- [Task objective]: Copy each line of the entries that contains the word "roads".

- [Dataset excerpts]:

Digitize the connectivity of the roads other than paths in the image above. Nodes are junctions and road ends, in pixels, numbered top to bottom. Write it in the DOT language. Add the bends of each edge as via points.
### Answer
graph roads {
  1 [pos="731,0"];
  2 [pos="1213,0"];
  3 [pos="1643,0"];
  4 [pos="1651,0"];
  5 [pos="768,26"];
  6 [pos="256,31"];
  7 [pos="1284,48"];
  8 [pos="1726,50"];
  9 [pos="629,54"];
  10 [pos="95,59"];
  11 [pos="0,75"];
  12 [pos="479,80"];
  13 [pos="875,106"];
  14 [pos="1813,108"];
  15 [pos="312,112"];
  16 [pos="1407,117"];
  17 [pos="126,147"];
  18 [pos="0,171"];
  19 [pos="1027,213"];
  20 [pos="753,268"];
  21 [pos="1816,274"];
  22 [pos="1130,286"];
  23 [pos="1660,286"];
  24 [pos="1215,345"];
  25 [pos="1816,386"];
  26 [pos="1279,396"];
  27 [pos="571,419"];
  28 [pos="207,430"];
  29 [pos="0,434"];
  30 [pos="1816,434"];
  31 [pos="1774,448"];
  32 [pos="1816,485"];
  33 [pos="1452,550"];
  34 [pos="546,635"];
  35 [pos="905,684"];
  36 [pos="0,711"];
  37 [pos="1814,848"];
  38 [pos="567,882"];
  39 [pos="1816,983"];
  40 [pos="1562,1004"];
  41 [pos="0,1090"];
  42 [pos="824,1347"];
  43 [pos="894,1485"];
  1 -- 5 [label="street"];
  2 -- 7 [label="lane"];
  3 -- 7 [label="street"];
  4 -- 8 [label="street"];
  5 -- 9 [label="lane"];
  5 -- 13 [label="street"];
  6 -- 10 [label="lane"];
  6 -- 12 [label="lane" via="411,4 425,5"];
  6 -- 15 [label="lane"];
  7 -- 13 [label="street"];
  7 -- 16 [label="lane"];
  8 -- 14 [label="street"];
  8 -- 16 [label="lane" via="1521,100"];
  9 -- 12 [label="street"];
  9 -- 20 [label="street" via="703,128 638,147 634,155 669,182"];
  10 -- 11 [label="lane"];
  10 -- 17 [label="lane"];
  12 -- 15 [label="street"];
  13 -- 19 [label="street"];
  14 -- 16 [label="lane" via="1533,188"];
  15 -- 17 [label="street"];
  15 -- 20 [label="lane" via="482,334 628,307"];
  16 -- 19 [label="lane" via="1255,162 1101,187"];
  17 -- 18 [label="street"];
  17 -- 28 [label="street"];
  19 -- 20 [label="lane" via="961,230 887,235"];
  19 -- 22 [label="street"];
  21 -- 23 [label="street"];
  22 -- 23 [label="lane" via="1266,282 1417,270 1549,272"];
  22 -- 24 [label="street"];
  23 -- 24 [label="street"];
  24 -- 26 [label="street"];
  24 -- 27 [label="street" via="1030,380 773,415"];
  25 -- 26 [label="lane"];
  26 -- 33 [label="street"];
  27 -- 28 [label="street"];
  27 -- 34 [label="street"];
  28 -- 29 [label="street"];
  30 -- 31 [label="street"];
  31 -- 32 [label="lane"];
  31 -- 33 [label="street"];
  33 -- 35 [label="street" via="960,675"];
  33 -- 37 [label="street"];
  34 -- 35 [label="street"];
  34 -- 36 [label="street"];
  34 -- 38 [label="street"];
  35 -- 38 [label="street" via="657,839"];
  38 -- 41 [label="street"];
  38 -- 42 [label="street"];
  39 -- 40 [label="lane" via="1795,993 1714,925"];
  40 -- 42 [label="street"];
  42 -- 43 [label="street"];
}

- [Solution to this problem]:
Digitize the connectivity of the roads other than paths in the image above. Nodes are junctions and road ends, in pixels, numbered top to bottom. Write it in the DOT language. Add the bends of each edge as via points.
graph roads {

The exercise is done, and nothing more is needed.